By: William J. Baron
The Ninth Circuit has held that the California rule permitting insurers to intervene to defend suspended corporate insureds also applies under federal procedural rules. (See California Dept. of Toxic Substances Control v. Jim Dobbas, Inc. (9th Cir. 2022) 54 F.4th 1078, 1082.)
In Jim Dobbas, the Department of Toxic Substances Control (DTSC) sought a default judgment against a bankrupt limited liability company (Collins), which formerly owned contaminated land in Elmira, California. The DTSC had obtained an order in Bankruptcy Court permitting it to sue Collins, but only to seek recovery from Collins’ insurers.
Upon receiving notice of the suit and the request for a default judgment, Collins’ insurers filed a motion to intervene as of right under Federal Rule of Civil Procedure 24(a)(2) to defend the claims against Collins, and also moved to set aside the default that had been entered. (Id. at 1083-1084.) The District Court denied the insurers’ motions to intervene and declined to set aside the default. (Id. at 1084-1085.)
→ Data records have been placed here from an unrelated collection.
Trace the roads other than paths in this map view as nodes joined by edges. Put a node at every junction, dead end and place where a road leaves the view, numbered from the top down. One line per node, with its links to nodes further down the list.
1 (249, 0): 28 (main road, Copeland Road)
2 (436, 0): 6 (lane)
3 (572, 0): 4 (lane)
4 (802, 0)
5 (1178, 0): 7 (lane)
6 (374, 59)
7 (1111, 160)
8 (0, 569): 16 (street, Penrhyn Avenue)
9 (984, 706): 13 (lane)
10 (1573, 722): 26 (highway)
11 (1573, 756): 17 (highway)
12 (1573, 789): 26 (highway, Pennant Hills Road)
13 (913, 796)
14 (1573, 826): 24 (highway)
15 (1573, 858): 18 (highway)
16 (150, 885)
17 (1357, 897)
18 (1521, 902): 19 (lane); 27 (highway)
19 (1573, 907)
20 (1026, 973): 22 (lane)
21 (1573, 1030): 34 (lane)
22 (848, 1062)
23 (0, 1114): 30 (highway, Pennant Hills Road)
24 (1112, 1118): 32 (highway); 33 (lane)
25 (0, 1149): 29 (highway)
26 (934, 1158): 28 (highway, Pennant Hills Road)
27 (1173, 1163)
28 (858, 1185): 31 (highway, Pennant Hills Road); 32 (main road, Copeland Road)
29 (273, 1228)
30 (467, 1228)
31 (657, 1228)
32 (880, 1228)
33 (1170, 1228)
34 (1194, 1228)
The Ninth Circuit reversed the first ruling, holding that the insurers were entitled to intervene as of right. (Id. at 1082, 1090-1092.) The Court found that California law applied and that the insurers had a legally protectable interest in intervening to defend the action, based on California’s direct action statute, Insurance Code section 11580. (Id. at 1089-1093.) The opinion noted that California courts have “repeatedly held that insurers have a protectable interest under § 11580 in preventing defaults by their insureds that are incapable of defending themselves or otherwise unwilling to do so,” because this statute permits plaintiffs to seek recovery on judgments from the defendants’ insurers. (Id. at 1090 and 1090 fn. 14.)